(Beginning of Information given)

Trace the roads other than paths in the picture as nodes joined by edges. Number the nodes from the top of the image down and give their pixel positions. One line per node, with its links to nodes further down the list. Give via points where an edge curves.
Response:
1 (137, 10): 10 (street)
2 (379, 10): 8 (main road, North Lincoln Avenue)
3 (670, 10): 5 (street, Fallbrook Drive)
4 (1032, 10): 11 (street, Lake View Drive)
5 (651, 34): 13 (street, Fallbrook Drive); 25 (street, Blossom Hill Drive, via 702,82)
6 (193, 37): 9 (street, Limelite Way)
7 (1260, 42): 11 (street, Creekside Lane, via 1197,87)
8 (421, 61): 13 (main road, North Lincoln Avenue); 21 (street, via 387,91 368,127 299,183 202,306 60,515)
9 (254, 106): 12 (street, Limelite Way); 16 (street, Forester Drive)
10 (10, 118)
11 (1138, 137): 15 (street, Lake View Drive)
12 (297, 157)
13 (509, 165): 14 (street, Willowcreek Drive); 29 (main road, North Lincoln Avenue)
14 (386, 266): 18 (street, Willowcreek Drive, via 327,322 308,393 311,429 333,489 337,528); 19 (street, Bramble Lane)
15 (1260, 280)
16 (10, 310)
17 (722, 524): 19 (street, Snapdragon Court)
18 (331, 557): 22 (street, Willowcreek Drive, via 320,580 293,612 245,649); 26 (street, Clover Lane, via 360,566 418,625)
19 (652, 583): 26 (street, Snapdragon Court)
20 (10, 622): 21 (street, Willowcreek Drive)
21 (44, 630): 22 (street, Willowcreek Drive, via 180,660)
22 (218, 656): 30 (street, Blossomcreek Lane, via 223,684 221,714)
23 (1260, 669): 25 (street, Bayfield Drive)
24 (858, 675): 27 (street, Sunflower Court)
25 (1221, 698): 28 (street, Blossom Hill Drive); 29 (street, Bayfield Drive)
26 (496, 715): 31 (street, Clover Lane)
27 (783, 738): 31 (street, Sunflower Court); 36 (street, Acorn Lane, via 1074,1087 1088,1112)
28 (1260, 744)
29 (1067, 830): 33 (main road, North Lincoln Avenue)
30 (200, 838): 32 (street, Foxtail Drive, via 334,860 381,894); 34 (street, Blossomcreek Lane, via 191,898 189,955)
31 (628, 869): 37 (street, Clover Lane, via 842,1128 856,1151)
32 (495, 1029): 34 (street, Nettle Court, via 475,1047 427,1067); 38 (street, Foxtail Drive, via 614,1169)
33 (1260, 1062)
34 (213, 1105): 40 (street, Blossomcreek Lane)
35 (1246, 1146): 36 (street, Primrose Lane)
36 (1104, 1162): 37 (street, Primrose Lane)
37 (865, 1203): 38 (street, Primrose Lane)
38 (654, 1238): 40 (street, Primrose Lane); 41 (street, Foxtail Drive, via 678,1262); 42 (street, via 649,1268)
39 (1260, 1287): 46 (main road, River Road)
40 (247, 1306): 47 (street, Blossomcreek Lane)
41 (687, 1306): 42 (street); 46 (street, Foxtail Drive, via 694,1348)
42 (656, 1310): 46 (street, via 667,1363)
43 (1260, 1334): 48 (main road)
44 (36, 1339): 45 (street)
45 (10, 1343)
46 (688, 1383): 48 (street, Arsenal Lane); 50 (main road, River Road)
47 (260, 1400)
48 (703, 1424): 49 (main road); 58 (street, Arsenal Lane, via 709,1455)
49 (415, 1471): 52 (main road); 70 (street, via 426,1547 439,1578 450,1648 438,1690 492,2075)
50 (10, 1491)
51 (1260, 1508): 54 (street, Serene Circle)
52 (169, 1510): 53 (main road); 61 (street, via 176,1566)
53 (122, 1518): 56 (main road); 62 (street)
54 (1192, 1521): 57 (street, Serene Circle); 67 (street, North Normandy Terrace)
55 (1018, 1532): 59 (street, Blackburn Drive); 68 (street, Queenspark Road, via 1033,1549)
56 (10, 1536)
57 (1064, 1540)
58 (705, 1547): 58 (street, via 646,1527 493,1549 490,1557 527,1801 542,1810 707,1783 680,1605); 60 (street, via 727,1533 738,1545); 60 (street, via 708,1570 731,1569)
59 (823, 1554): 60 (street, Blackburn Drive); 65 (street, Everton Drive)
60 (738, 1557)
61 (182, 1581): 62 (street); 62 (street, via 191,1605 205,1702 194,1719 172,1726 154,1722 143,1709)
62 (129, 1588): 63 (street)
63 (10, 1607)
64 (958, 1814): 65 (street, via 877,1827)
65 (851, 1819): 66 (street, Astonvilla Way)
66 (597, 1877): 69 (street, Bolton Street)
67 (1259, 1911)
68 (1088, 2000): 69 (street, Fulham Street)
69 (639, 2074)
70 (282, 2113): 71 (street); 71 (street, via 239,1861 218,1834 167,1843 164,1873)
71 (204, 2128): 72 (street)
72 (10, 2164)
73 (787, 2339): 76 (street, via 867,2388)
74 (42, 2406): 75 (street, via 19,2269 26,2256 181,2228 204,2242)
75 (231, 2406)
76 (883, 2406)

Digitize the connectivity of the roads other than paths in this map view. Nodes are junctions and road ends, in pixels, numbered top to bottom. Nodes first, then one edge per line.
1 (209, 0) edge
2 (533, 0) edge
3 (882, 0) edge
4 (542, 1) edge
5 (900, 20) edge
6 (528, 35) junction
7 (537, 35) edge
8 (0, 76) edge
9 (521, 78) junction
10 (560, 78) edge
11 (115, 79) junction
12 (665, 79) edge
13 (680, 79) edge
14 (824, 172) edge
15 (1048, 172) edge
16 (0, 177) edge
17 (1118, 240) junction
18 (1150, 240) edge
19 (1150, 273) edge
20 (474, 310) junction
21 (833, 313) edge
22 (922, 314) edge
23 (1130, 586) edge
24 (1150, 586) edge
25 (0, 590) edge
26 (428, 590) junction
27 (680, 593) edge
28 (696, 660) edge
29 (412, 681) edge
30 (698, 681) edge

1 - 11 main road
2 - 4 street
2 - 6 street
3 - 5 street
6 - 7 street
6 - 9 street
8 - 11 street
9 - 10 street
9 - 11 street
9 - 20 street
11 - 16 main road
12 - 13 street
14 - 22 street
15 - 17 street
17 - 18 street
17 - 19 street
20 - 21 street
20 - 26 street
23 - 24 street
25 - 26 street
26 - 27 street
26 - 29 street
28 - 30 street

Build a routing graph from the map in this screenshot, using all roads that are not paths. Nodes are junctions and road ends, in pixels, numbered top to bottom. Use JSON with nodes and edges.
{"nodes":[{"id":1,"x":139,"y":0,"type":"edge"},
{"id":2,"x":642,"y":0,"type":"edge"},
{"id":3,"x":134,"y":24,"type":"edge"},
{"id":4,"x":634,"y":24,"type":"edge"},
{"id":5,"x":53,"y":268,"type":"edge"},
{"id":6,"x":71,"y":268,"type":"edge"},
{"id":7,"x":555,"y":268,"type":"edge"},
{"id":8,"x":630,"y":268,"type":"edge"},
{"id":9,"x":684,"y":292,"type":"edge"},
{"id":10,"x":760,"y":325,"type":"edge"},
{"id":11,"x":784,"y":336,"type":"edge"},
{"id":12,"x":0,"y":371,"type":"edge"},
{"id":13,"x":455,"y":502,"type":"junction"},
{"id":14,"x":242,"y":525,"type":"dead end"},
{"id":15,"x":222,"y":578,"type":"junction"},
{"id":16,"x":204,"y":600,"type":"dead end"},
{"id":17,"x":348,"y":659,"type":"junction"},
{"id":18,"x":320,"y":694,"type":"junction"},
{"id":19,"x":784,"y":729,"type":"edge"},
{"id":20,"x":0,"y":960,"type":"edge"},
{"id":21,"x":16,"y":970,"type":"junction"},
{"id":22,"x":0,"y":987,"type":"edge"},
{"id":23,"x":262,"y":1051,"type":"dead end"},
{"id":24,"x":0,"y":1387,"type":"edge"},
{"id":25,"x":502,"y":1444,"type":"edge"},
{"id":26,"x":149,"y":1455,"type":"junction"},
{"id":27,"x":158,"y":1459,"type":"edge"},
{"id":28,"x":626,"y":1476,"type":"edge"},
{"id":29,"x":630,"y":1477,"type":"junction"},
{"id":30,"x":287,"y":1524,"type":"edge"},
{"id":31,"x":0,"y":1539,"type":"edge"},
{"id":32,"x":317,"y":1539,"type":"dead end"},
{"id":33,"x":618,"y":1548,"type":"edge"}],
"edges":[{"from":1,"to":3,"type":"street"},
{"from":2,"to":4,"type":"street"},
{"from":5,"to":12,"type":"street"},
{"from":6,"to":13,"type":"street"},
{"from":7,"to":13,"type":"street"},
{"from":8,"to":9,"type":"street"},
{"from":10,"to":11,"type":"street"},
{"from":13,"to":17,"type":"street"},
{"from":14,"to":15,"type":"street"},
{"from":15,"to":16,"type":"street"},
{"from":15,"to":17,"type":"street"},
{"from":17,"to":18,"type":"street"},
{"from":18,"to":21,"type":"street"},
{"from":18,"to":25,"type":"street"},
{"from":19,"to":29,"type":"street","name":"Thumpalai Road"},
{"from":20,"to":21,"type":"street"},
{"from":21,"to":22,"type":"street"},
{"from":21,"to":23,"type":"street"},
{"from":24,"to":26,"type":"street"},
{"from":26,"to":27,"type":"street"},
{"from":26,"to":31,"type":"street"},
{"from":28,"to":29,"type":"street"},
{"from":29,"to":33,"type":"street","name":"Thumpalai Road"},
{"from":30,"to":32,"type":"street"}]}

(End of Information given)

— Your objective —
Filter the entries above down to the lines containing the word "roads".

— Your response —
Trace the roads other than paths in the picture as nodes joined by edges. Number the nodes from the top of the image down and give their pixel positions. One line per node, with its links to nodes further down the list. Give via points where an edge curves.
Digitize the connectivity of the roads other than paths in this map view. Nodes are junctions and road ends, in pixels, numbered top to bottom. Nodes first, then one edge per line.
Build a routing graph from the map in this screenshot, using all roads that are not paths. Nodes are junctions and road ends, in pixels, numbered top to bottom. Use JSON with nodes and edges.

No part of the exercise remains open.